"The other prisoners declined also the jurisdiction of the tribunal before which they were arraigned: their plea was overruled. They now denied the facts with which they were charged, contended that if they did take place, they did so while the flag of France was still waving over the province, and the laws of that kingdom retained their empire in it, and thus the facts did not constitute an offence against the laws of Spain; that the people of Louisiana could not bear the yokes of two sovereigns; that O'Reilly could not command the obedience, nor even the respect of the colonists, until he made known to them his character and powers; and that the Catholic king could not count on their allegiance, till he extended to them his protection.

"It had been determined at first, to proceed with the utmost rigour of the law against six of the prisoners; but, on the death of Villere, it was judged sufficient to do so against five only. The jurisprudence of Spain authorizing the infliction of a less severe punishment than that denounced by the statute, when the charge is not proved by two witnesses to the same act, but by one with corroborating circumstances.—Accordingly two witnesses were produced against De Noyant, La Freniere, Marquis, Joseph Milhet, and Caresse. They were convicted; and O'Reilly, by the advice of his assessor, condemned them to be hanged, and pronounced the confiscation of their estates.

"The most earnest and pathetic entreaties were employed by persons in every rank of society, to prevail on O'Reilly to remit or suspend the execution of his sentence till the royal clemency could be implored. He was inexorable; and the only indulgence that could be obtained, was, that death should be inflicted by shooting, instead of hanging. With this modification, the sentence was carried into execution on the twenty-eighth of September.

"On the morning of that day, the guards, at every gate and post of the city, were doubled, and orders were given not to allow any body to enter it. All the troops were under arms, and paraded the streets or were placed in battle array along the levee and on the public square. Most of the inhabitants fled into the country. At three o'clock of the afternoon, the victims were led, under a strong guard, to the small square in front of the barracks, tied to stakes, and an explosion of musketry soon announced to the few inhabitants who remained in the city, that their friends were no more.

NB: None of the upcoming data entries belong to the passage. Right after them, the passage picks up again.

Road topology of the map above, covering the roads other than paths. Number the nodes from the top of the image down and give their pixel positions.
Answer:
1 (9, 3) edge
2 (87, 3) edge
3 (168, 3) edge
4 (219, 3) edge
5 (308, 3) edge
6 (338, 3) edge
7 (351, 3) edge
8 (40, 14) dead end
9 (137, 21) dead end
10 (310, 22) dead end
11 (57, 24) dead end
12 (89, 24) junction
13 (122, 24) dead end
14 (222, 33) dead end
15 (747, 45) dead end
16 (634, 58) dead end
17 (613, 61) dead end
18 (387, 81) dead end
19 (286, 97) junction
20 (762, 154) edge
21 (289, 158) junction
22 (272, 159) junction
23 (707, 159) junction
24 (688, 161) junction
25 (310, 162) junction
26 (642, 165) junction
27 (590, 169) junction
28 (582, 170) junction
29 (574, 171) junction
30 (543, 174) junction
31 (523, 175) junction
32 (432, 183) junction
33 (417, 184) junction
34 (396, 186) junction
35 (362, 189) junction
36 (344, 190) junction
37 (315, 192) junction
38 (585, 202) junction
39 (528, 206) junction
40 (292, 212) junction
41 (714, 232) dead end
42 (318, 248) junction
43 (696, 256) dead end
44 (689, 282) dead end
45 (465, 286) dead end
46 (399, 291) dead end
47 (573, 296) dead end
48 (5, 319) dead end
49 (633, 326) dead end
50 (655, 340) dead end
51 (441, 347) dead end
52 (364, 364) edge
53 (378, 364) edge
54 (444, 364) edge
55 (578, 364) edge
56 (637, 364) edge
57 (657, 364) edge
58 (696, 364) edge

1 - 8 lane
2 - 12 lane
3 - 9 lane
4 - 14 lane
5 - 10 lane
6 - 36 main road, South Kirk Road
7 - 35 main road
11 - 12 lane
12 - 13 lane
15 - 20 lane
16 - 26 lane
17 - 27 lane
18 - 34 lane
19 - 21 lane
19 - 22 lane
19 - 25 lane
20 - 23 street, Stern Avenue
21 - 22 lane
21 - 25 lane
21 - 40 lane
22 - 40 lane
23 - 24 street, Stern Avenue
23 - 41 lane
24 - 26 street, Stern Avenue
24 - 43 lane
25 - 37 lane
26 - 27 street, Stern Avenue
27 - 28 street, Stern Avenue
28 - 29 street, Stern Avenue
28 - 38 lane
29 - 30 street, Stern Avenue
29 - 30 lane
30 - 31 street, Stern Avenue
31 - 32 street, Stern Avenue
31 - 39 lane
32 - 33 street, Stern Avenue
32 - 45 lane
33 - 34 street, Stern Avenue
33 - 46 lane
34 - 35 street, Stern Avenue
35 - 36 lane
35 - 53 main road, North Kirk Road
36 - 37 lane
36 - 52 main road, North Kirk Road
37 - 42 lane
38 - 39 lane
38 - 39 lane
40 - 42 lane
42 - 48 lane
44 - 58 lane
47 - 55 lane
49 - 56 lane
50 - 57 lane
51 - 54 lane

"Posterity, the judge of men in power, will doom this act to public execration. No necessity demanded, no policy justified it. Ulloa's conduct had provoked the measures to which the inhabitants had resorted. During nearly two years, he had haunted the province as a phantom of dubious authority. The efforts of the colonists, to prevent the transfer of their natal soil to a foreign prince, originated in their attachment to their own, and the Catholic king ought to have beheld in their conduct a pledge of their future devotion to himself. They had but lately seen their country severed, and a part of it added to the dominion of Great Britain; they had bewailed their separation from their friends and kindred; and were afterwards to be alienated, without their consent, and subjected to a foreign yoke. If the indiscretion of a few of them needed an apology, the common misfortune afforded it.

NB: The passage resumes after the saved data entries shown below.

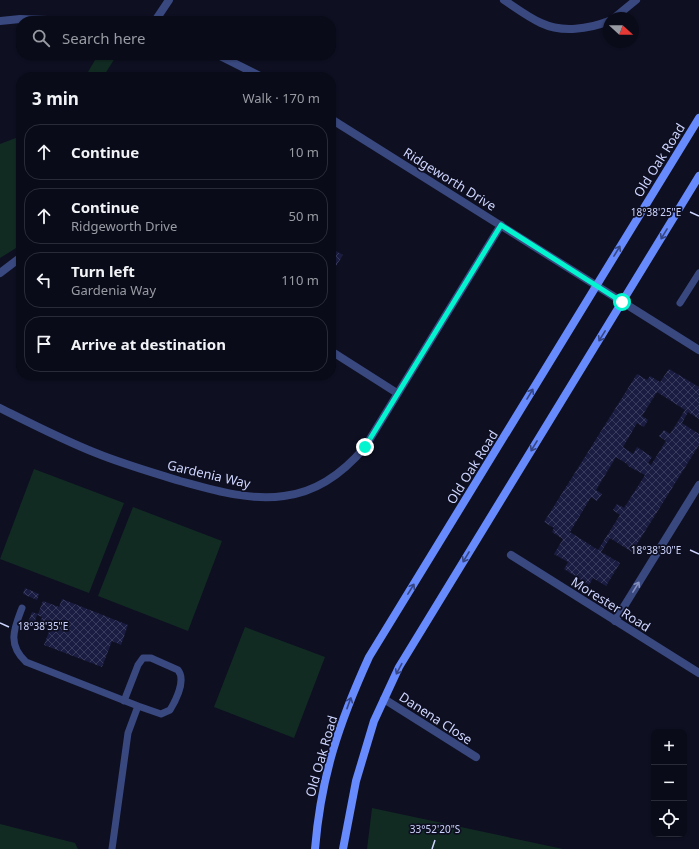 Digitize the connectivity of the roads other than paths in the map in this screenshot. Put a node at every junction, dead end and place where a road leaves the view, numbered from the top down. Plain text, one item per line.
1 (169, 0) edge
2 (504, 0) edge
3 (636, 0) edge
4 (621, 12) edge
5 (158, 16) edge
6 (16, 20) edge
7 (0, 21) edge
8 (603, 22) edge
9 (228, 60) edge
10 (252, 72) edge
11 (699, 118) edge
12 (336, 122) edge
13 (699, 176) edge
14 (501, 225) junction
15 (16, 261) edge
16 (0, 273) edge
17 (699, 273) edge
18 (596, 285) junction
19 (622, 302) junction
20 (680, 303) dead end
21 (699, 350) edge
22 (336, 354) edge
23 (397, 393) junction
24 (0, 408) edge
25 (699, 485) edge
26 (511, 555) dead end
27 (22, 608) dead end
28 (615, 620) junction
29 (699, 673) edge
30 (384, 698) junction
31 (124, 701) junction
32 (138, 706) junction
33 (476, 757) dead end
34 (112, 849) edge
35 (315, 849) edge
36 (343, 849) edge

1 - 5 street
2 - 8 street
3 - 4 street
6 - 7 street
9 - 10 street
18 -> 11 main road, Old Oak Road
12 - 14 street, Ridgeworth Drive
13 -> 19 main road
14 - 18 street, Ridgeworth Drive
14 - 23 street, Gardenia Way
15 - 16 street
17 - 20 lane
18 - 19 street, Ridgeworth Drive
35 -> 18 main road, Old Oak Road
19 - 21 street, Ridgeworth Drive
19 -> 30 main road
22 - 23 street
23 - 24 street, Gardenia Way
28 -> 25 street
26 - 28 street, Morester Road
27 - 31 lane
28 - 29 street, Morester Road
30 - 33 street, Danena Close
30 - 36 main road
31 - 32 lane
31 - 32 lane
32 - 34 lane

"A few weeks afterwards, the proceedings against the six remaining prisoners were brought to a close. One witness only deposing against any of them, and circumstances corroborating the testimony, Boisblanc was condemned to imprisonment for life; Doucet, Mazent, John Milhet, Petit, and Poupet, were condemned to imprisonment for various terms of years. All were transported to Havana, and cast into the dungeons of the Moro Castle."

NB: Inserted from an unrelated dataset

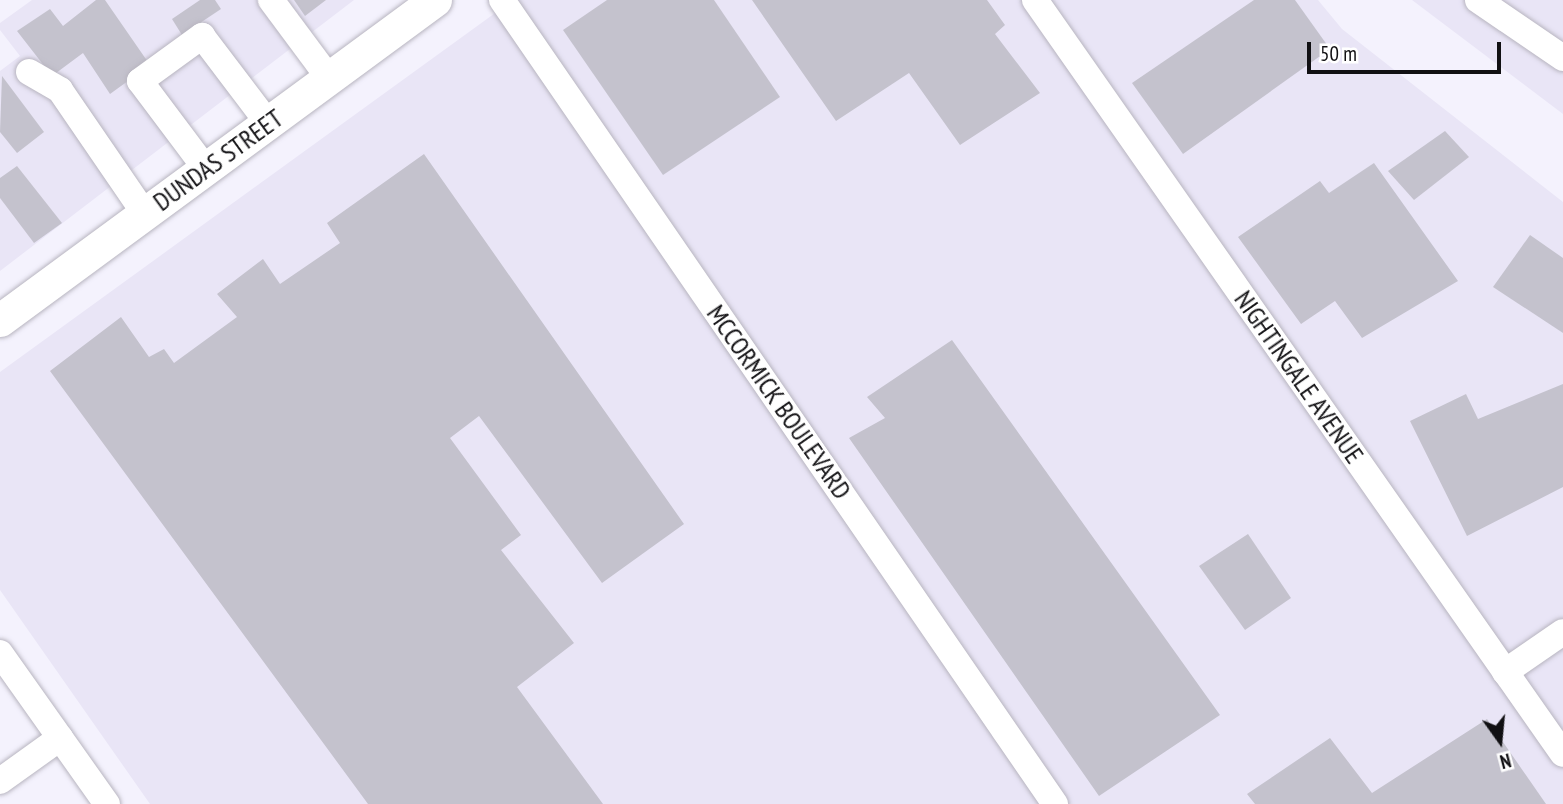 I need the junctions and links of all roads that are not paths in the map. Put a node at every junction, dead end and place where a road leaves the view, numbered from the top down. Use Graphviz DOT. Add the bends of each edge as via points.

O'Reilly was not satisfied with this bloody vengeance on the individuals who had incurred his resentment and offended his pride. The "Superior council" in a body must be prostrated by his power.

"A proclamation of O'Reilly, on the twenty-first of November, announced to them that the evidence received during the late trials, having furnished full proof of the part the superior council had in the revolt during the two preceding years, and of the influence it had exerted in encouraging the leaders, instead of using its best endeavours to keep the people in the fidelity and subordination they owed to the sovereign, it had become necessary to abolish that tribunal, and to establish, in Louisiana, that form of government and mode of administering justice prescribed by the laws of Spain, which had long maintained the Catholic king's American colonies in perfect tranquillity, content, and subordination."

A year after these deeds of military heroism, O'Reilly took passage for Europe. But what said his royal master, the King of Spain, for such outrages upon the lives and liberty of his newly acquired subjects? We are told in one short paragraph—"Charles III. disapproved of O'Reilly's conduct, and he received on his landing at Cadiz, an order prohibiting his appearance at court." Well, it is something that his conduct was disapproved of, and not rewarded with new honours and powers. Some sovereigns might have done this.

We pass from these distressing and disgraceful scenes, and find nothing of peculiar interest in our History, until we come to the period of our revolution. Although in 1778, the people of Louisiana could have had no prophetic vision to warn them that they would become a member of the American Republic, they felt and manifested a friendly disposition toward us, and rendered us efficient aid in the struggle then carrying on for our independence.